Task details: Would you please copy each line of the listing that mentions "حضرت"?

▼

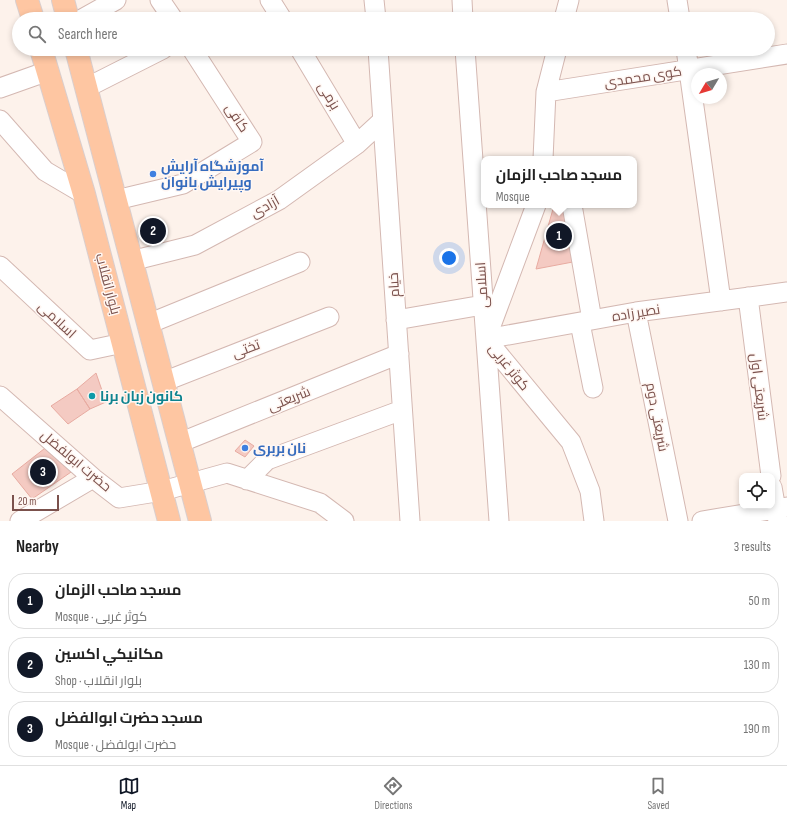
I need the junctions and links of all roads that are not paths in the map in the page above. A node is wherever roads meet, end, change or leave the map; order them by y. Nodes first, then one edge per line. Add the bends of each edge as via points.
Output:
1 (27, 0) edge
2 (63, 0) edge
3 (116, 0) edge
4 (160, 0) edge
5 (270, 0) edge
6 (374, 0) edge
7 (462, 0) edge
8 (569, 0) edge
9 (677, 0) edge
10 (31, 12) edge
11 (66, 12) edge
12 (95, 12) edge
13 (168, 12) edge
14 (278, 12) edge
15 (375, 12) edge
16 (463, 12) edge
17 (566, 12) edge
18 (679, 12) edge
19 (787, 54) edge
20 (44, 56) edge
21 (78, 56) edge
22 (149, 56) edge
23 (197, 56) edge
24 (304, 56) edge
25 (378, 56) edge
26 (465, 56) edge
27 (555, 56) edge
28 (687, 56) edge
29 (775, 56) edge
30 (775, 56) edge
31 (690, 70) junction
32 (48, 71) junction
33 (0, 88) edge
34 (86, 88) junction
35 (546, 92) junction
36 (0, 120) edge
37 (382, 121) junction
38 (357, 144) junction
39 (543, 156) edge
40 (84, 194) junction
41 (116, 200) junction
42 (535, 208) edge
43 (572, 208) edge
44 (131, 261) junction
45 (300, 262) dead end
46 (0, 266) edge
47 (787, 292) edge
48 (748, 297) junction
49 (721, 301) junction
50 (483, 305) junction
51 (636, 312) junction
52 (329, 317) dead end
53 (396, 320) junction
54 (586, 321) junction
55 (148, 324) junction
56 (486, 339) junction
57 (123, 343) junction
58 (398, 354) junction
59 (163, 382) junction
60 (593, 388) dead end
61 (0, 396) edge
62 (402, 410) junction
63 (179, 443) junction
64 (771, 473) edge
65 (93, 478) junction
66 (247, 480) junction
67 (190, 483) junction
68 (162, 491) junction
69 (775, 496) edge
70 (780, 512) edge
71 (20, 521) edge
72 (169, 521) edge
73 (200, 521) edge
74 (344, 521) edge
75 (410, 521) edge
76 (499, 521) edge
77 (594, 521) edge
78 (678, 521) edge
79 (702, 521) edge

1 - 10 main road
2 - 11 main road
3 - 12 street
4 - 13 street
5 - 14 street
6 - 15 street
7 - 16 street
8 - 17 street
9 - 18 street
19 - 29 street, کوی محمدی
20 - 32 main road, بلوار انقلاب
21 - 34 main road, بلوار انقلاب
22 - 34 street
23 - 41 street, کافی via 252,142 183,184
24 - 38 street, بزمی
25 - 37 street, خیام
26 - 50 street, اسلامی
27 - 35 street
28 - 31 street
30 - 31 street, کوی محمدی
31 - 35 street, کوی محمدی
31 - 49 street
32 - 33 street
32 - 40 main road, بلوار انقلاب
34 - 41 main road, بلوار انقلاب
35 - 39 street
36 - 40 street via 45,171
37 - 38 street, آزادی
37 - 53 street, خیام
38 - 44 street, آزادی via 279,200 196,244
40 - 57 main road, بلوار انقلاب
41 - 44 main road, بلوار انقلاب
42 - 56 street, کوثر غربی
43 - 54 street
44 - 55 main road, بلوار انقلاب
45 - 55 street
46 - 57 street, اسلامی via 90,350
47 - 48 street, نصیر زاده
48 - 49 street, نصیر زاده
48 - 64 street, شریعتی اول
49 - 51 street, نصیر زاده
50 - 53 street
50 - 56 street, اسلامی
51 - 54 street, نصیر زاده
51 - 78 street, شریعتی دوم
52 - 59 street, تختی
53 - 58 street, خیام
54 - 56 street, نصیر زاده
54 - 60 street
55 - 59 main road, بلوار انقلاب
56 - 76 street, اسلامی
56 - 77 street, کوثر غربی via 571,442 590,491
57 - 68 main road, بلوار انقلاب
58 - 62 street, خیام
58 - 63 street, شریعتی
59 - 63 main road, بلوار انقلاب
61 - 65 street, حضرت ابولفضل
62 - 66 street via 268,460
62 - 75 street, خیام
63 - 67 main road, بلوار انقلاب
65 - 68 street, حضرت ابولفضل via 119,498
65 - 71 street
66 - 67 street via 227,474
66 - 74 street via 320,503
67 - 68 street, حضرت ابولفضل
67 - 73 main road, بلوار انقلاب
68 - 72 main road, بلوار انقلاب
69 - 70 street
70 - 79 street via 731,515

▲

Output for this task:
61 - 65 street, حضرت ابولفضل
65 - 68 street, حضرت ابولفضل via 119,498
67 - 68 street, حضرت ابولفضل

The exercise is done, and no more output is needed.